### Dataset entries

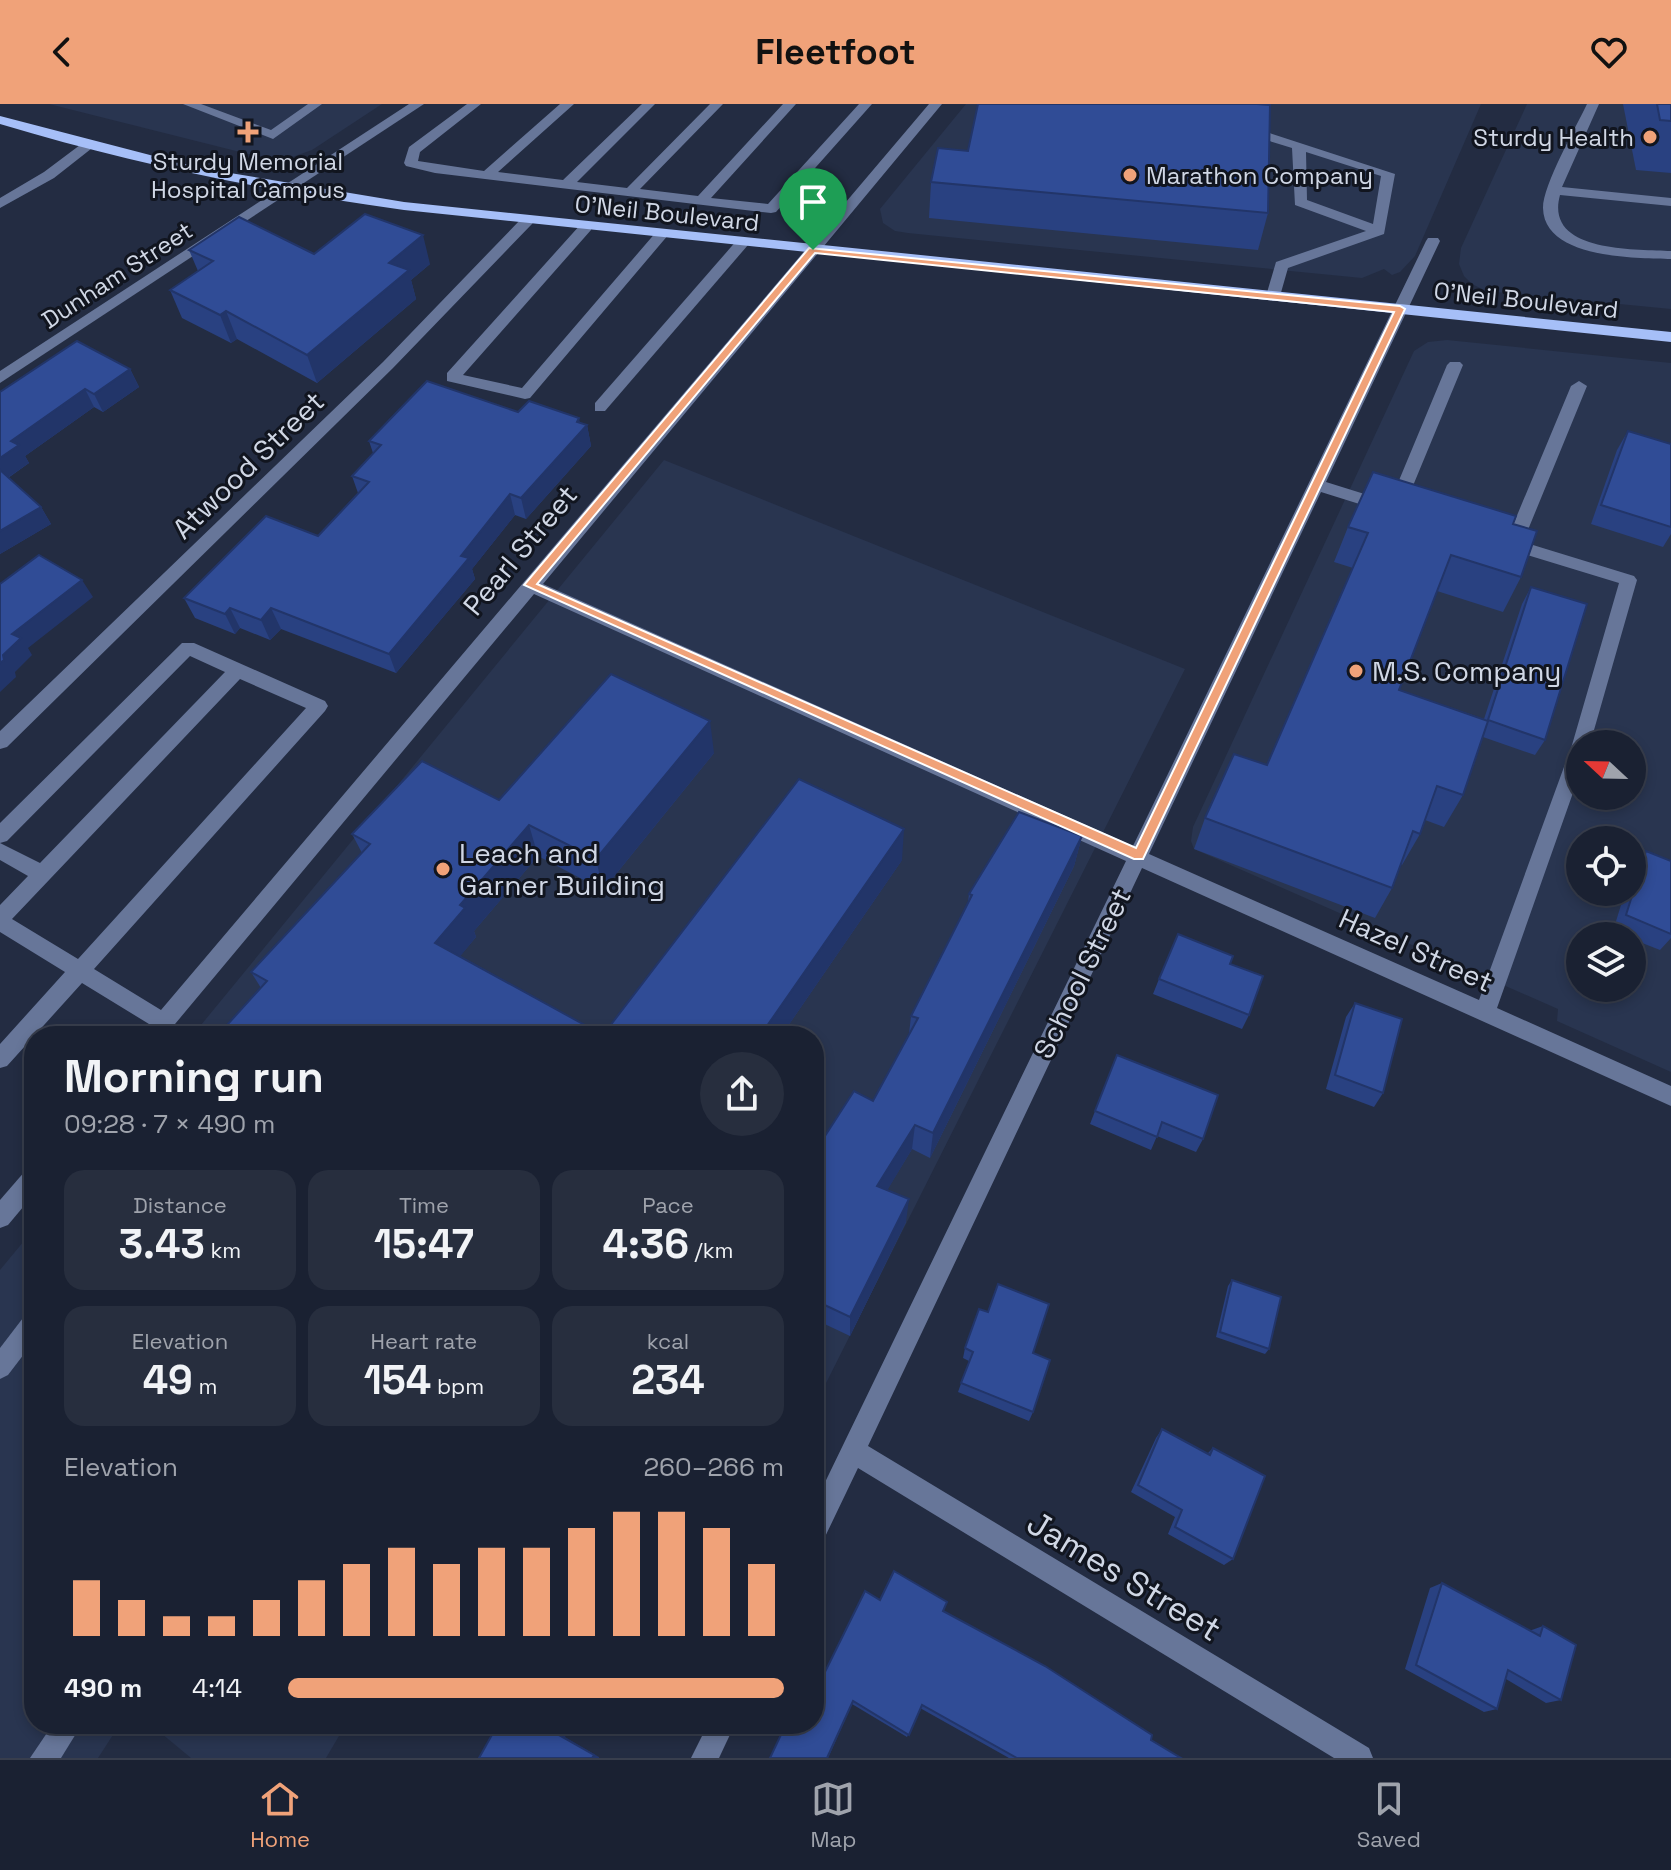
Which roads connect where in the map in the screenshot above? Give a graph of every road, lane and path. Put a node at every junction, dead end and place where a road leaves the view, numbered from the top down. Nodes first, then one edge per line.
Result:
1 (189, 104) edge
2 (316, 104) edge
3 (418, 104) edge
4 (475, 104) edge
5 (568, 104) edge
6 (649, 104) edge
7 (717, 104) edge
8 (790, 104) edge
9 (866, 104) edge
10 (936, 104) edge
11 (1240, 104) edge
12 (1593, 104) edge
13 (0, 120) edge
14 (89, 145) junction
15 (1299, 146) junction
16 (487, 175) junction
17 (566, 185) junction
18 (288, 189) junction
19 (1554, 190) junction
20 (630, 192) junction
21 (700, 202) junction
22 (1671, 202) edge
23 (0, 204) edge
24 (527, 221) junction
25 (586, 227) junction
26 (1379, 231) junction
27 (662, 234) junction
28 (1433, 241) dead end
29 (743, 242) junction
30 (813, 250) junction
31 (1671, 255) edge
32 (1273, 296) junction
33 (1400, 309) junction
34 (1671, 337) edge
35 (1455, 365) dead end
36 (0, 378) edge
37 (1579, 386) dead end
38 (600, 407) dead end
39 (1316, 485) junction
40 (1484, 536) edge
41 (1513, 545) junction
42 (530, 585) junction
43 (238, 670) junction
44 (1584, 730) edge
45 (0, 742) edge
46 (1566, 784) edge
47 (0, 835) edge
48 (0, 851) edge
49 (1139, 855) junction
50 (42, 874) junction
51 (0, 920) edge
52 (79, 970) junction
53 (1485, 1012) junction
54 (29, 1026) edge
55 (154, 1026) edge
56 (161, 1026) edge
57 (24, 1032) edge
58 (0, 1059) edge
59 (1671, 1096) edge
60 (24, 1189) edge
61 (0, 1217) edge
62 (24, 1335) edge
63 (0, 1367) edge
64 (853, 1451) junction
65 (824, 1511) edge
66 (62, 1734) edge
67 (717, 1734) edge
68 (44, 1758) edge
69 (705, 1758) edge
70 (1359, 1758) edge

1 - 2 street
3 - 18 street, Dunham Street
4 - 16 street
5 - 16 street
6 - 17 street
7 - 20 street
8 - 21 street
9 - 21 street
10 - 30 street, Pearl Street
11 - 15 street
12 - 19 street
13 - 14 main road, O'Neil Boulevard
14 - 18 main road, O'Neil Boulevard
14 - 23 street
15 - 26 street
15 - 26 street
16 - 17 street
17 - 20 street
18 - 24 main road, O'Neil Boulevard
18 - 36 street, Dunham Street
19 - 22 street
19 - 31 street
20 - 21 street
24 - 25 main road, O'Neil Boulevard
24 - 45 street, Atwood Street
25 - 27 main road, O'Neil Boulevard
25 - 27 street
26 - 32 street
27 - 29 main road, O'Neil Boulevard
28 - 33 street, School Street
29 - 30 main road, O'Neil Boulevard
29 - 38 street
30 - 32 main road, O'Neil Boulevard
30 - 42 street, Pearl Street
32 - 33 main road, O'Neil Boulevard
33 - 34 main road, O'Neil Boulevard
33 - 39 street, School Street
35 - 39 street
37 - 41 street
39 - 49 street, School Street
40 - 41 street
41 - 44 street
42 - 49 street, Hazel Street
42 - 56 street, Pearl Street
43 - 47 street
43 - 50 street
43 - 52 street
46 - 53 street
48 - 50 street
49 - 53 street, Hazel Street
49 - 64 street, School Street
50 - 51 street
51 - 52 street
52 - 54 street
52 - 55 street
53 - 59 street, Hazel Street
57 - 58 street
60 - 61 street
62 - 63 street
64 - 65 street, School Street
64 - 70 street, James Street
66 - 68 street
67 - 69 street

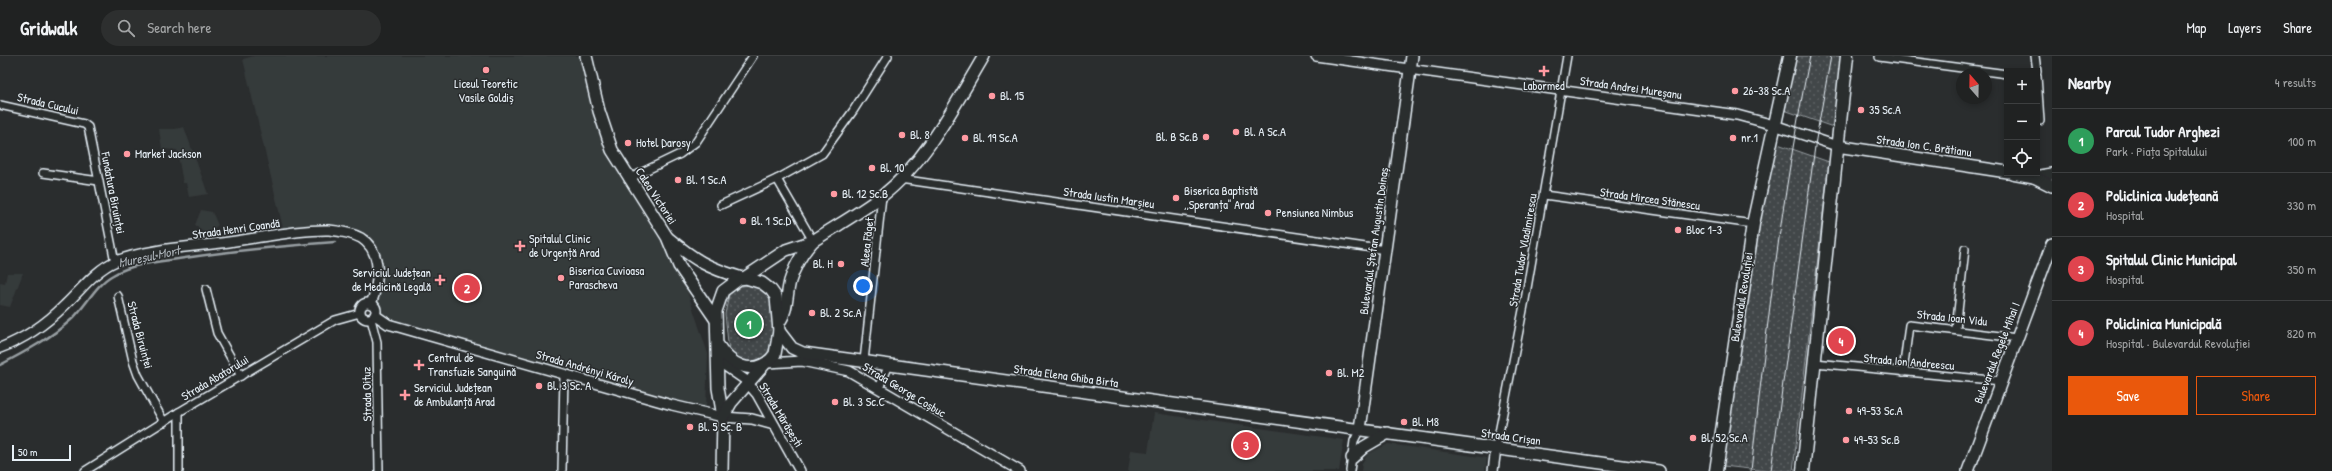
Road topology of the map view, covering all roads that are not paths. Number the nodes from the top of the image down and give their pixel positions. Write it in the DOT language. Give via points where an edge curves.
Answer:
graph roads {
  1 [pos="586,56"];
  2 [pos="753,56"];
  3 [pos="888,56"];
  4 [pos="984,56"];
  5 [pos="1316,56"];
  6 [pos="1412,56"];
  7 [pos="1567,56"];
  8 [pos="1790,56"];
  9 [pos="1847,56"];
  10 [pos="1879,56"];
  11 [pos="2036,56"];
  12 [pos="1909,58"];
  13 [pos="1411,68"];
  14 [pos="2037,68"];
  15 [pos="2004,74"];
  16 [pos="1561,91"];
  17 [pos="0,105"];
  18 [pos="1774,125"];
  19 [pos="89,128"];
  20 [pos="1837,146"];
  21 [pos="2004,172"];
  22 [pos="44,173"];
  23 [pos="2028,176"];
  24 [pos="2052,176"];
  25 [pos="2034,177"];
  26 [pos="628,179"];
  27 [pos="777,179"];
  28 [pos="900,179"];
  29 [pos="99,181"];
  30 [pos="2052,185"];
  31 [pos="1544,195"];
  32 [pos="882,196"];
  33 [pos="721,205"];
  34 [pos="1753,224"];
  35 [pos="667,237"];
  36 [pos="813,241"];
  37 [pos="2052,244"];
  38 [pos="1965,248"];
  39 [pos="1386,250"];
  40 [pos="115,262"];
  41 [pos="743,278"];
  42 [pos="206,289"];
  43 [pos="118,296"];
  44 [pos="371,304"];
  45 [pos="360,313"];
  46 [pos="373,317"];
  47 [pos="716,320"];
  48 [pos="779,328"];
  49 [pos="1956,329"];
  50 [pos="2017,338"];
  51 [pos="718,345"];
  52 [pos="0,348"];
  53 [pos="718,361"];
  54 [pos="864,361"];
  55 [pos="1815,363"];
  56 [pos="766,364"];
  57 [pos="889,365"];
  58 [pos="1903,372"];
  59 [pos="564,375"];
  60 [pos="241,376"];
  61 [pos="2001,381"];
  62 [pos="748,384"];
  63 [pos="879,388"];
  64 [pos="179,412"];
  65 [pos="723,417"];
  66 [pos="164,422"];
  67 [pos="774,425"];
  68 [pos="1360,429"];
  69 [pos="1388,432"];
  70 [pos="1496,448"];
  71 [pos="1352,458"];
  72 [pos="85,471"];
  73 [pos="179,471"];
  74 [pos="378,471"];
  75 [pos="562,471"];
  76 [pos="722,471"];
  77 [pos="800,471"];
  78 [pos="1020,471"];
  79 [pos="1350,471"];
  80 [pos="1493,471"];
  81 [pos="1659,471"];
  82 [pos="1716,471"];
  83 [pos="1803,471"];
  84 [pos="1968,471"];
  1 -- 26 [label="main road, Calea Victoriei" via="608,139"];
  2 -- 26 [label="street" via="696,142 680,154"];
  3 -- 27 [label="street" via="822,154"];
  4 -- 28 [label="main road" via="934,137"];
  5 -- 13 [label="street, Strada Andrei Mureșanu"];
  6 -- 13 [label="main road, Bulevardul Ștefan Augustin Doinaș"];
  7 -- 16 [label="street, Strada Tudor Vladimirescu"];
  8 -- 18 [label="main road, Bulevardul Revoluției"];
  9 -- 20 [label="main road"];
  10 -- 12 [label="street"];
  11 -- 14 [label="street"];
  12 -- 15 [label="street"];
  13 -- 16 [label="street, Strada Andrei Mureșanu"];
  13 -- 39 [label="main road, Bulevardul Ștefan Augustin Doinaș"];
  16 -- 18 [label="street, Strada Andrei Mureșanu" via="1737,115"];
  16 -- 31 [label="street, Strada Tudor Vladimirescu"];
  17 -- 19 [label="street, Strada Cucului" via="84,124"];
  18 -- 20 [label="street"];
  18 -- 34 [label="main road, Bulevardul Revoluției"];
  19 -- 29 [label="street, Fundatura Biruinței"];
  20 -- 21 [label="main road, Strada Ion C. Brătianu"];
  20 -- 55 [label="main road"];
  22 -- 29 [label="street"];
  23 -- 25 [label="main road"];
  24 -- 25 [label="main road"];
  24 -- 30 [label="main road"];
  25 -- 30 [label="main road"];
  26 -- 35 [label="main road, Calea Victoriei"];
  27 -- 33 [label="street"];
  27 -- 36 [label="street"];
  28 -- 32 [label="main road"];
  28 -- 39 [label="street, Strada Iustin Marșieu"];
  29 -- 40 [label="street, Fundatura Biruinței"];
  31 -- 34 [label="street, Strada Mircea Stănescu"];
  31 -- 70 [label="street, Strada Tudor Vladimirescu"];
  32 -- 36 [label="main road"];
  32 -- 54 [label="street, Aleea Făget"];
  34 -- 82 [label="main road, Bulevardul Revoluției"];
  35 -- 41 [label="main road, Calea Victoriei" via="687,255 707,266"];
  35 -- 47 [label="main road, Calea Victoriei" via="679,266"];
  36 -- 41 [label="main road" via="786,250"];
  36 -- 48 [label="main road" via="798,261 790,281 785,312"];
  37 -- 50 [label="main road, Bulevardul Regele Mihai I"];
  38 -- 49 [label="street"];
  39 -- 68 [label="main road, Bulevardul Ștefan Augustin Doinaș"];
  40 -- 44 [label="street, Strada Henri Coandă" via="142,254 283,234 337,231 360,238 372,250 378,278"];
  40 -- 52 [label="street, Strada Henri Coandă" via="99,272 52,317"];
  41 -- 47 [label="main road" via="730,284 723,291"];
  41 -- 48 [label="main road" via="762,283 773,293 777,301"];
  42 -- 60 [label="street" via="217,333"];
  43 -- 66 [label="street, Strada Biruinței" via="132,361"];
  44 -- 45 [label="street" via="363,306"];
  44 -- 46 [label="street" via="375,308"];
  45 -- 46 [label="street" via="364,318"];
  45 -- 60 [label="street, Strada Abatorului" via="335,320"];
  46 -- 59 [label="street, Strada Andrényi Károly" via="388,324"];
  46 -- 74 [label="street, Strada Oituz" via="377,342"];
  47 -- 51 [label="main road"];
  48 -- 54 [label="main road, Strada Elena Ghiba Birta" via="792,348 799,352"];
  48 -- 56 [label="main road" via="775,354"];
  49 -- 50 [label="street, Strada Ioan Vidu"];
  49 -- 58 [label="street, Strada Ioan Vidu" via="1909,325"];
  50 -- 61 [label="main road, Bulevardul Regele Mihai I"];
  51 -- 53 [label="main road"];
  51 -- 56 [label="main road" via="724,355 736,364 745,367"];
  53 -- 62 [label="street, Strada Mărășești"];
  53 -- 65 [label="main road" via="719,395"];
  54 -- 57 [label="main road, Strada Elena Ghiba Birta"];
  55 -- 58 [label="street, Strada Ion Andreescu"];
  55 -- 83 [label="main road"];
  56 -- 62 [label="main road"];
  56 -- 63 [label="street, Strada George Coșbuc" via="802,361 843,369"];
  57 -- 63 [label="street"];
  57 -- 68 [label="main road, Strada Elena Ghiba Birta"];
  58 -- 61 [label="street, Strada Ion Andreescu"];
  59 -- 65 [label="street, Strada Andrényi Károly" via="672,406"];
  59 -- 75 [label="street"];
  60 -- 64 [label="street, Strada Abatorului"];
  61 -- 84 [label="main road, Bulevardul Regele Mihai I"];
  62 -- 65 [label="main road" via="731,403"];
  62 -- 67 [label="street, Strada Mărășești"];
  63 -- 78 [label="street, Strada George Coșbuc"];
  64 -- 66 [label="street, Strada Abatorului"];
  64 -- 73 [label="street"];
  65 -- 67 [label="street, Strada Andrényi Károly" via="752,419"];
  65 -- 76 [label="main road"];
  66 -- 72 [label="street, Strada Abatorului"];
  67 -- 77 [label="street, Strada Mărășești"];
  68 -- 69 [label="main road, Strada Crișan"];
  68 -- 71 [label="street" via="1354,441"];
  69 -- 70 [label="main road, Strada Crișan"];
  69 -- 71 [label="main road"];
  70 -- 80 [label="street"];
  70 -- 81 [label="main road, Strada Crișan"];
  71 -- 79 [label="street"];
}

### WORK ORDER
Only a number is expected here: the count of lines in the records above that include the word "Károly".

### WRITTEN RESPONSE
3